▶ _What is expected_:
A single number is the whole answer: the count of lines in these entries that hold "bends".

(Saved data entries)
--
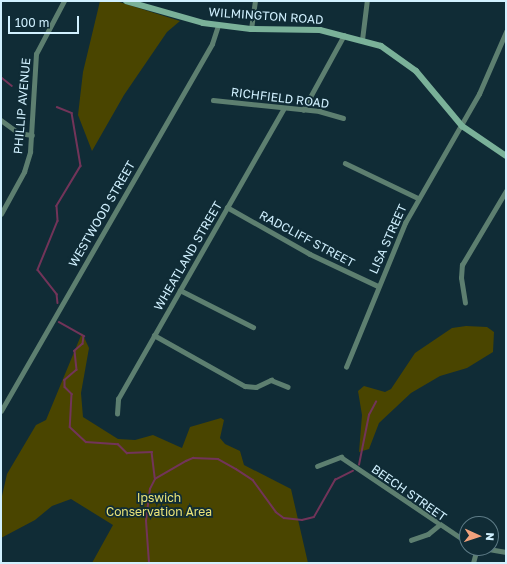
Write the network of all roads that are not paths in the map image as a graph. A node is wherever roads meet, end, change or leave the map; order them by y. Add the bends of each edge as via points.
1 (64, 1) edge
2 (126, 1) edge
3 (255, 1) edge
4 (368, 1) edge
5 (141, 3) edge
6 (218, 26) junction
7 (251, 28) junction
8 (506, 32) edge
9 (344, 35) junction
10 (362, 40) junction
11 (213, 100) dead end
12 (283, 110) junction
13 (303, 110) junction
14 (344, 118) dead end
15 (1, 120) edge
16 (462, 126) junction
17 (32, 135) junction
18 (506, 156) edge
19 (345, 162) dead end
20 (506, 191) edge
21 (418, 198) junction
22 (227, 207) junction
23 (1, 214) edge
24 (378, 286) junction
25 (180, 290) junction
26 (466, 304) dead end
27 (253, 327) dead end
28 (154, 335) junction
29 (346, 367) dead end
30 (288, 387) dead end
31 (1, 411) edge
32 (117, 414) dead end
33 (318, 466) dead end
34 (439, 525) junction
35 (459, 537) edge
36 (411, 540) dead end

1 - 17 street, PHILLIP AVENUE via 35,58
2 - 5 main road, WILMINGTON ROAD
3 - 7 street
4 - 10 street
5 - 6 main road, WILMINGTON ROAD
6 - 7 main road, WILMINGTON ROAD
6 - 31 street, WESTWOOD STREET via 212,44
7 - 9 main road, WILMINGTON ROAD via 305,28
8 - 16 street, LISA STREET via 491,71
9 - 10 main road, WILMINGTON ROAD
9 - 13 street
10 - 16 main road, WILMINGTON ROAD via 386,49 412,67
11 - 12 street, RICHFIELD ROAD
12 - 13 street, RICHFIELD ROAD
12 - 22 street, WHEATLAND STREET
13 - 14 street, RICHFIELD ROAD
15 - 17 street via 19,133
16 - 18 main road, WILMINGTON ROAD
16 - 21 street, LISA STREET
17 - 23 street, PHILLIP AVENUE via 24,172
19 - 21 street
20 - 26 street via 462,265 460,278
21 - 24 street, LISA STREET
22 - 24 street, RADCLIFF STREET via 310,254
22 - 25 street, WHEATLAND STREET
24 - 29 street, LISA STREET
25 - 27 street
25 - 28 street, WHEATLAND STREET
28 - 30 street via 245,386 256,387 271,380
28 - 32 street, WHEATLAND STREET via 118,399
33 - 34 street, BEECH STREET via 341,457
34 - 35 street, BEECH STREET
34 - 36 street via 428,534

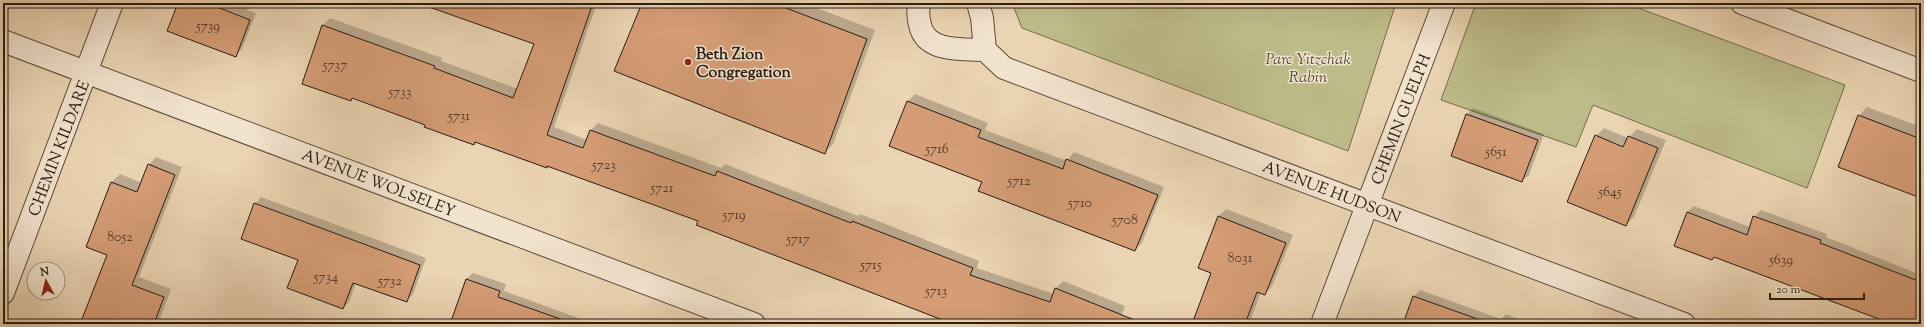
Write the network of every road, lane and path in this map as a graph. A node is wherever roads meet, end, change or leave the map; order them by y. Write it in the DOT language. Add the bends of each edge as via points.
graph roads {
  1 [pos="112,3"];
  2 [pos="920,3"];
  3 [pos="978,3"];
  4 [pos="1444,3"];
  5 [pos="1742,3"];
  6 [pos="3,41"];
  7 [pos="985,50"];
  8 [pos="1921,70"];
  9 [pos="87,72"];
  10 [pos="1367,204"];
  11 [pos="3,293"];
  12 [pos="754,324"];
  13 [pos="1322,324"];
  14 [pos="1684,324"];
  1 -- 9 [label="street, CHEMIN KILDARE"];
  2 -- 7 [label="street" via="920,28 931,42 950,49"];
  3 -- 7 [label="street"];
  4 -- 10 [label="street, CHEMIN GUELPH"];
  5 -- 8 [label="street"];
  6 -- 9 [label="street, AVENUE WOLSELEY"];
  7 -- 10 [label="street, AVENUE HUDSON" via="1004,68"];
  9 -- 11 [label="street, CHEMIN KILDARE"];
  9 -- 12 [label="street, AVENUE WOLSELEY"];
  10 -- 13 [label="street, CHEMIN GUELPH"];
  10 -- 14 [label="street, AVENUE HUDSON"];
}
--
▶ _Response below_:
2